§ Exercise:
Output the data that follows exactly, line for line.

[Opening Entries supplied section]

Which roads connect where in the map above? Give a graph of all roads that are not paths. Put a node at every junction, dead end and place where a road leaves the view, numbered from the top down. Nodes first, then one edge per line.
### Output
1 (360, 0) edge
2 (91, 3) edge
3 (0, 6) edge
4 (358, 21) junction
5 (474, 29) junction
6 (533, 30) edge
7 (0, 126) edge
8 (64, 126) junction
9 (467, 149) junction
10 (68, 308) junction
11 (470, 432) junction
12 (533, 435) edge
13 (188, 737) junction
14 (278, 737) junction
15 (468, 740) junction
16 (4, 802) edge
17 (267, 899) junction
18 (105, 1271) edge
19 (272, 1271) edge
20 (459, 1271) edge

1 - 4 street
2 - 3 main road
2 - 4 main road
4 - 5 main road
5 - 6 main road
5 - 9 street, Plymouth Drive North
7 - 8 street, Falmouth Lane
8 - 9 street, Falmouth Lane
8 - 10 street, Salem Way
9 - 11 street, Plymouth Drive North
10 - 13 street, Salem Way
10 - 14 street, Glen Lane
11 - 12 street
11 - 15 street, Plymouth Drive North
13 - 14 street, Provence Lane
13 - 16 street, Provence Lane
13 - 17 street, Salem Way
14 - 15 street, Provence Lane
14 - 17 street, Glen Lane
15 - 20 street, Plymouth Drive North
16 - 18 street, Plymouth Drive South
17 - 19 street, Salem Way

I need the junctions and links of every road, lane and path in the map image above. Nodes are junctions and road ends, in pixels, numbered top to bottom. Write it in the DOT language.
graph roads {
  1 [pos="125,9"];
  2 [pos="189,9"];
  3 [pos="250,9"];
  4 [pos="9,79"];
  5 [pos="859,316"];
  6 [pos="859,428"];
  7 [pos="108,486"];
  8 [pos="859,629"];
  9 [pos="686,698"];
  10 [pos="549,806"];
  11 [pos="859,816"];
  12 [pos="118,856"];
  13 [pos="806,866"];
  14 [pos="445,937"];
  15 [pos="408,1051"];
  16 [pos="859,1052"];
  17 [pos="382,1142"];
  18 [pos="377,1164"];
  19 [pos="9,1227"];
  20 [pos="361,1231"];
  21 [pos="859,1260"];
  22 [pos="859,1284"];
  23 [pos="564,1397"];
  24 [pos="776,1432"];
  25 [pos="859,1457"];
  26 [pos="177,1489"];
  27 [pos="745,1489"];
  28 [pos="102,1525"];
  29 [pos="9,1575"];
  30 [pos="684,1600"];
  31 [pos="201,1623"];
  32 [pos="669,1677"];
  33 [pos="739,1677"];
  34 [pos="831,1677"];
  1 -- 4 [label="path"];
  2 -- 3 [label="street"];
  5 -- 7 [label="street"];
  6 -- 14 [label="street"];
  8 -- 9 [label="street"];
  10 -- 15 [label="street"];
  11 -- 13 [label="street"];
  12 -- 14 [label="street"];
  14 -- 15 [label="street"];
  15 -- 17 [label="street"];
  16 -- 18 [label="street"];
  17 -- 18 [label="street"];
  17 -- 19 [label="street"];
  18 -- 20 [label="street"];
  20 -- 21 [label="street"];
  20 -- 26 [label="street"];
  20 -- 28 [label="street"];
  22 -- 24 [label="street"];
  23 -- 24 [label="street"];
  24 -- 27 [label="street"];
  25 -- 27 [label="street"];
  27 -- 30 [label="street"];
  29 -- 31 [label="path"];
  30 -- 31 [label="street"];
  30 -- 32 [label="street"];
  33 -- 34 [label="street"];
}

[Closing Entries supplied section]

§ Completed exercise:
Which roads connect where in the map above? Give a graph of all roads that are not paths. Put a node at every junction, dead end and place where a road leaves the view, numbered from the top down. Nodes first, then one edge per line.
### Output
1 (360, 0) edge
2 (91, 3) edge
3 (0, 6) edge
4 (358, 21) junction
5 (474, 29) junction
6 (533, 30) edge
7 (0, 126) edge
8 (64, 126) junction
9 (467, 149) junction
10 (68, 308) junction
11 (470, 432) junction
12 (533, 435) edge
13 (188, 737) junction
14 (278, 737) junction
15 (468, 740) junction
16 (4, 802) edge
17 (267, 899) junction
18 (105, 1271) edge
19 (272, 1271) edge
20 (459, 1271) edge

1 - 4 street
2 - 3 main road
2 - 4 main road
4 - 5 main road
5 - 6 main road
5 - 9 street, Plymouth Drive North
7 - 8 street, Falmouth Lane
8 - 9 street, Falmouth Lane
8 - 10 street, Salem Way
9 - 11 street, Plymouth Drive North
10 - 13 street, Salem Way
10 - 14 street, Glen Lane
11 - 12 street
11 - 15 street, Plymouth Drive North
13 - 14 street, Provence Lane
13 - 16 street, Provence Lane
13 - 17 street, Salem Way
14 - 15 street, Provence Lane
14 - 17 street, Glen Lane
15 - 20 street, Plymouth Drive North
16 - 18 street, Plymouth Drive South
17 - 19 street, Salem Way

I need the junctions and links of every road, lane and path in the map image above. Nodes are junctions and road ends, in pixels, numbered top to bottom. Write it in the DOT language.
graph roads {
  1 [pos="125,9"];
  2 [pos="189,9"];
  3 [pos="250,9"];
  4 [pos="9,79"];
  5 [pos="859,316"];
  6 [pos="859,428"];
  7 [pos="108,486"];
  8 [pos="859,629"];
  9 [pos="686,698"];
  10 [pos="549,806"];
  11 [pos="859,816"];
  12 [pos="118,856"];
  13 [pos="806,866"];
  14 [pos="445,937"];
  15 [pos="408,1051"];
  16 [pos="859,1052"];
  17 [pos="382,1142"];
  18 [pos="377,1164"];
  19 [pos="9,1227"];
  20 [pos="361,1231"];
  21 [pos="859,1260"];
  22 [pos="859,1284"];
  23 [pos="564,1397"];
  24 [pos="776,1432"];
  25 [pos="859,1457"];
  26 [pos="177,1489"];
  27 [pos="745,1489"];
  28 [pos="102,1525"];
  29 [pos="9,1575"];
  30 [pos="684,1600"];
  31 [pos="201,1623"];
  32 [pos="669,1677"];
  33 [pos="739,1677"];
  34 [pos="831,1677"];
  1 -- 4 [label="path"];
  2 -- 3 [label="street"];
  5 -- 7 [label="street"];
  6 -- 14 [label="street"];
  8 -- 9 [label="street"];
  10 -- 15 [label="street"];
  11 -- 13 [label="street"];
  12 -- 14 [label="street"];
  14 -- 15 [label="street"];
  15 -- 17 [label="street"];
  16 -- 18 [label="street"];
  17 -- 18 [label="street"];
  17 -- 19 [label="street"];
  18 -- 20 [label="street"];
  20 -- 21 [label="street"];
  20 -- 26 [label="street"];
  20 -- 28 [label="street"];
  22 -- 24 [label="street"];
  23 -- 24 [label="street"];
  24 -- 27 [label="street"];
  25 -- 27 [label="street"];
  27 -- 30 [label="street"];
  29 -- 31 [label="path"];
  30 -- 31 [label="street"];
  30 -- 32 [label="street"];
  33 -- 34 [label="street"];
}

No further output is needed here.